Retired Space Force Col. Charles Galbreath, now the director of AFA’s Mitchell Institute for Aerospace Studies’ Spacepower Advantage Center of Excellence, says the unique legal issues in space makes it an important, emerging field of law.
“The topic of space law has been a very niche specialty, with only a handful of practitioners,” Galbreath said. “As the Space Force grows and space operations play an increasingly decisive role in military operations, there will need to be more space lawyers.”
The Senate committee’s proposed study would:
- Inventory legal personnel supporting space operations, including training, experience, and organizational alignment;
- Identify gaps, if any, in legal readiness related to international space law, operational employment, commercial and civil partnerships, dual-use technologies, and industrial base considerations;
- Provide options for establishing a dedicated legal organization within the Air Force, Space Force, or U.S. Space Command;
- Review requirements for advanced, domain-specific education and professional military education in space law; and
- List opportunities to expand academic and research partnerships to support training, workforce development, and legal research relevant to national security space operations.
New Areas
A recent Mitchell Insitute report cited the lack of clarity around how to define space conflicts as among the unresolved legal issues that need to be addressed. “There isn’t a clear and agreed definition of what constitutes a space attack,” Galbreath said.

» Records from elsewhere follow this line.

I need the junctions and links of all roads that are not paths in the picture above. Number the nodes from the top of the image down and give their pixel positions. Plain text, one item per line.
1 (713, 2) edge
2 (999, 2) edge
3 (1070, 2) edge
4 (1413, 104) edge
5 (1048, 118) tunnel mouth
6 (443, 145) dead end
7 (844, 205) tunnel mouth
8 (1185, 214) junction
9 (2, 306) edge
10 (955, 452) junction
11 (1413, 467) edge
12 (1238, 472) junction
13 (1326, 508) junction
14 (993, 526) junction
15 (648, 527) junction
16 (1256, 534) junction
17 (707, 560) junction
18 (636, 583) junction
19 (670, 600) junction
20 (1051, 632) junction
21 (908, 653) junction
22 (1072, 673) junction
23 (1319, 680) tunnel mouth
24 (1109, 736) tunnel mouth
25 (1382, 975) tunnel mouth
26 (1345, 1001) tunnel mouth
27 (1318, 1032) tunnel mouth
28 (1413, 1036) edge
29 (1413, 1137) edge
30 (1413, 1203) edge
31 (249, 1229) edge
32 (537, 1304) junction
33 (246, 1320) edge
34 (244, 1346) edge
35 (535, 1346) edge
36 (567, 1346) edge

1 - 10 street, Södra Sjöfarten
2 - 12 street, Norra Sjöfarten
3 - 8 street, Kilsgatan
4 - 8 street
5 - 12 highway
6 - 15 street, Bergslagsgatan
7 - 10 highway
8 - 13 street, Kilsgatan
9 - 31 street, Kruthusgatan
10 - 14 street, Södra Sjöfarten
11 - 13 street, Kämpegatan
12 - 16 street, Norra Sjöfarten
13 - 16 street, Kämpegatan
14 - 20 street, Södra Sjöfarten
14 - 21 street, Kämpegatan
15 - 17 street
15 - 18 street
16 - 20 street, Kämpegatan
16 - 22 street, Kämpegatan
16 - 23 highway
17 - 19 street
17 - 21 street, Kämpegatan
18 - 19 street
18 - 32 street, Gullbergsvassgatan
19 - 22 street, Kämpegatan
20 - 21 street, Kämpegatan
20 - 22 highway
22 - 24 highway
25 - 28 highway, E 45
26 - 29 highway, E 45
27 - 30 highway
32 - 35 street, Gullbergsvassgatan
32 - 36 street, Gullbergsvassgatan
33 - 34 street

Chris Johnson, a lecturer at the International Institute of Space Law, said space lacks international boundaries, and therefore requires understanding of international law. In an email, he said studying international law will “inform their understanding of the geopolitical context and consequences of American actions in space.”

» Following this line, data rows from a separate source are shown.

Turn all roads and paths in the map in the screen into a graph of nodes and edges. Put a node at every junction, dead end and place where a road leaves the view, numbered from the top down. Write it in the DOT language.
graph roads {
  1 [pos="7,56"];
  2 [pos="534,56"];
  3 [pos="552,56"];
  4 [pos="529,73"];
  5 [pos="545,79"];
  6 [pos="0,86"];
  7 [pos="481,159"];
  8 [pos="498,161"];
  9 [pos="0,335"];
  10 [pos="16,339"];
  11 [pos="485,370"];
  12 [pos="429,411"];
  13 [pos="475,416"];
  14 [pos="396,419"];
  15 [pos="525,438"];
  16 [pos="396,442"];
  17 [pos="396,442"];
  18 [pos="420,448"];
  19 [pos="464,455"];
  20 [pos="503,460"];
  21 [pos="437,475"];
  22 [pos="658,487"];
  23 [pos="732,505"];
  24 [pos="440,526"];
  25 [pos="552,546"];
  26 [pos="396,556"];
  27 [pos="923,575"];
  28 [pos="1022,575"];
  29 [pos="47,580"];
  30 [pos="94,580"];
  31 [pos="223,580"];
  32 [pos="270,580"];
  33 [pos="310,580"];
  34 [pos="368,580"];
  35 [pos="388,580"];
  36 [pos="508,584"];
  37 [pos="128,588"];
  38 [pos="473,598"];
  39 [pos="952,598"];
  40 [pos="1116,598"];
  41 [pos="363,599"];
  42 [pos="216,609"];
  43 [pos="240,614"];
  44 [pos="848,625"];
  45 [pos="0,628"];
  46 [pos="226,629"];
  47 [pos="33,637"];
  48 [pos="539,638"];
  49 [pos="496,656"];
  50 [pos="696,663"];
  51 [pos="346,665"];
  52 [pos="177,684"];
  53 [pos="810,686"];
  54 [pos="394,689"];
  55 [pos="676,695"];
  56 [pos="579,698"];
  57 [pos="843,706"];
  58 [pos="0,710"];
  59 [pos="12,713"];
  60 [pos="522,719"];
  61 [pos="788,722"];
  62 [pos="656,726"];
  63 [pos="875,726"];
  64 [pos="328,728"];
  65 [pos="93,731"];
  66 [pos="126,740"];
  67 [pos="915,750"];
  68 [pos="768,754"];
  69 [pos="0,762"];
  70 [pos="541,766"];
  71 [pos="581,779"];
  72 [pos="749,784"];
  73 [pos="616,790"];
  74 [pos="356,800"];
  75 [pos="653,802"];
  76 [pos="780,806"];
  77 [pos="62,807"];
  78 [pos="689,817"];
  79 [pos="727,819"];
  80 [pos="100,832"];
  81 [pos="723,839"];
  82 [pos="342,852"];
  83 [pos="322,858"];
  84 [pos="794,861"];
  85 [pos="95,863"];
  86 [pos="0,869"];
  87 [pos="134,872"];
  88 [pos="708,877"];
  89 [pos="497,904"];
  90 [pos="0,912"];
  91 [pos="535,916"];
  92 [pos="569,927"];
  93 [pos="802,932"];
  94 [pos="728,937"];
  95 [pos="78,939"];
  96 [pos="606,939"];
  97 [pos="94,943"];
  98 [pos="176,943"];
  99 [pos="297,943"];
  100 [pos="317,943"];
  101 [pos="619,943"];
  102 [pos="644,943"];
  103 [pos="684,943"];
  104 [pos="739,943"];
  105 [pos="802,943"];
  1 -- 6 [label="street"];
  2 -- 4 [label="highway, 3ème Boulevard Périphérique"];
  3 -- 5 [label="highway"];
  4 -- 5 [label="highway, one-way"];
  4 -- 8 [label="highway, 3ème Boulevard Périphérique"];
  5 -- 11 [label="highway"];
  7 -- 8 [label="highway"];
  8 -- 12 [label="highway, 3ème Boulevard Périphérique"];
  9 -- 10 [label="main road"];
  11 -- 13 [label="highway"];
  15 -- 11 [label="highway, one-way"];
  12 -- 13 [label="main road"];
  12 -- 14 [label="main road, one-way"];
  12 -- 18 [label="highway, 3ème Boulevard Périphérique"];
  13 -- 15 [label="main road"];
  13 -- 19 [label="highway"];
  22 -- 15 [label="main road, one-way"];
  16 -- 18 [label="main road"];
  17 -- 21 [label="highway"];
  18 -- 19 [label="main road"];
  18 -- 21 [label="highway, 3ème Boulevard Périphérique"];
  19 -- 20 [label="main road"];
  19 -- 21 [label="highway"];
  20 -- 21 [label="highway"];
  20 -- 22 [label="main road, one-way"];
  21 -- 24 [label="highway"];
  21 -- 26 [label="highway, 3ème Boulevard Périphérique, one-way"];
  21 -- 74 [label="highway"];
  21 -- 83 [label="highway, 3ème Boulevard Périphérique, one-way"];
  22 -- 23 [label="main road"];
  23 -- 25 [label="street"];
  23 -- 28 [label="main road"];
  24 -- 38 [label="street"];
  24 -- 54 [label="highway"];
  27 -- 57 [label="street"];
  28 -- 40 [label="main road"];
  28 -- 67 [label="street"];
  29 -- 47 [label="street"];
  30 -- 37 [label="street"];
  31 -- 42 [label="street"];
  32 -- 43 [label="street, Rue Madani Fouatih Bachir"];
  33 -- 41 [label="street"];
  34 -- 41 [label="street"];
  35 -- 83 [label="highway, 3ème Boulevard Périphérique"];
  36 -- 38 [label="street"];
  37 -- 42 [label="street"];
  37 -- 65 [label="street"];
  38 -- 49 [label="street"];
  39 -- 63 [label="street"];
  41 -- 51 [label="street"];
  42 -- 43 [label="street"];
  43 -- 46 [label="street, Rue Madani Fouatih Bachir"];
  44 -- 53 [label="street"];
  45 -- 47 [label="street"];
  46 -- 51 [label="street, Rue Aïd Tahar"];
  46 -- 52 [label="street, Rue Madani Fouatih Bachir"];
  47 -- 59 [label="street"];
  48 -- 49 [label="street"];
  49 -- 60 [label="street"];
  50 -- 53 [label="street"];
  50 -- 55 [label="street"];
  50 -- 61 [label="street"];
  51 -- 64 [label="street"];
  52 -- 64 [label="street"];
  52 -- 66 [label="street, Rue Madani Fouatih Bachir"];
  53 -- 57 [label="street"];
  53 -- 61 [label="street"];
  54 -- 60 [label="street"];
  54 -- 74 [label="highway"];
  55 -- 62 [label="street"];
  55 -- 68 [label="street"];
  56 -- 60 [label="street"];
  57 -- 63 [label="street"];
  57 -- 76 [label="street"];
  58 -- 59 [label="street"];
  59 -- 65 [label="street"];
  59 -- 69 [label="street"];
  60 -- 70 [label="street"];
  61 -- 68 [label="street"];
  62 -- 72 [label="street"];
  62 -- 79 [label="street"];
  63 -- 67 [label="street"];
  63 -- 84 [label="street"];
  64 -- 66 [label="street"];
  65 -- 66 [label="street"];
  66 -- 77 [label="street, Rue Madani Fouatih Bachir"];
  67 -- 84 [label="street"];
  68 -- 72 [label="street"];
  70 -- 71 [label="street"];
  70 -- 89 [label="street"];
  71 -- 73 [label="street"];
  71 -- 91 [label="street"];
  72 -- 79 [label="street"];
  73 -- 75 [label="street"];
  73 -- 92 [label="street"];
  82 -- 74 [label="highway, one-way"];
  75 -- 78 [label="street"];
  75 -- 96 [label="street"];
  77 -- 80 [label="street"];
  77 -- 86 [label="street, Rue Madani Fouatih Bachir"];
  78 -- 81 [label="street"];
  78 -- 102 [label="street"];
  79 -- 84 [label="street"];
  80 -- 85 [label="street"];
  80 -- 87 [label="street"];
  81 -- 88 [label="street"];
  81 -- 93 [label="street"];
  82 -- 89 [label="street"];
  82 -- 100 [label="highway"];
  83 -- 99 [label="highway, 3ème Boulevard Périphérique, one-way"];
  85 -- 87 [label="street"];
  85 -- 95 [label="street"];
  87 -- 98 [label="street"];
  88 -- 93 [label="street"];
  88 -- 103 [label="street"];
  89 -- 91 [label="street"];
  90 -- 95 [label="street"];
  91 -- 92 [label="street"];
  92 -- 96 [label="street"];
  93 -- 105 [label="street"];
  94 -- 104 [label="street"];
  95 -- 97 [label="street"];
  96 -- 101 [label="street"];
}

Another challenge is the increasingly intertwined nature of commercial and military space systems, Galbreath said. “There is an inability to cordon off sections of space for military or civilian activities,” he said. “They are all up there at the same time sharing the same orbital domains.”
Retired Air Force Maj. Gen. Charlie Dunlap, a former Air Force deputy JAG, said legal needs for the military branches evolve over time. “While I think studying the issue is very appropriate, I would not reflexively say that an increase [in legal officers] is needed,” Dunlap said in an email. “A reallocation might suffice. Let’s keep an open mind and get the facts before deciding anything.”
Now a professor at Duke University School of Law, Dunlap said trends suggest an overall decline in military justice actions and litigated cases and increased use of computerized legal assistance. That could free up manpower or positions to work on space-specific legal concerns, he said.
“I think there may be other areas that are no longer the responsibility of the JAG corps or are not as manpower intensive,” Dunlap said.
Former Air Force Secretary F. Whitten Peters, a lawyer who also served as DOD principal deputy general counsel, said he sees little need for a unique Space Force JAG corps.
“USAF Space always has exceptional JAG counsel who were recognized as national experts on space law and at least one went on to teach space law and national security space at a major university after his retirement,” Peters wrote in an email.
Retired Air Force Col. Todd Pennington, who was the Space Force’s first Staff Judge Advocate, wrote in an article for “The Space Review,” that increasing space activities and growth will “probably expand the scale and complexity of legal support for space operations” and that the service “will need more legal support for operations, and less legal support for military justice.”
Pennington, now a fellow for Space Strategy and Policy at National Defense University, wrote that the Air Force JAG corps must adapt to these changes. “Because military justice will be in decline as the Space Force grows in size and relevance, it will not be military justice discipline that creates demand for a legal career field in the Space Force,” Pennington wrote.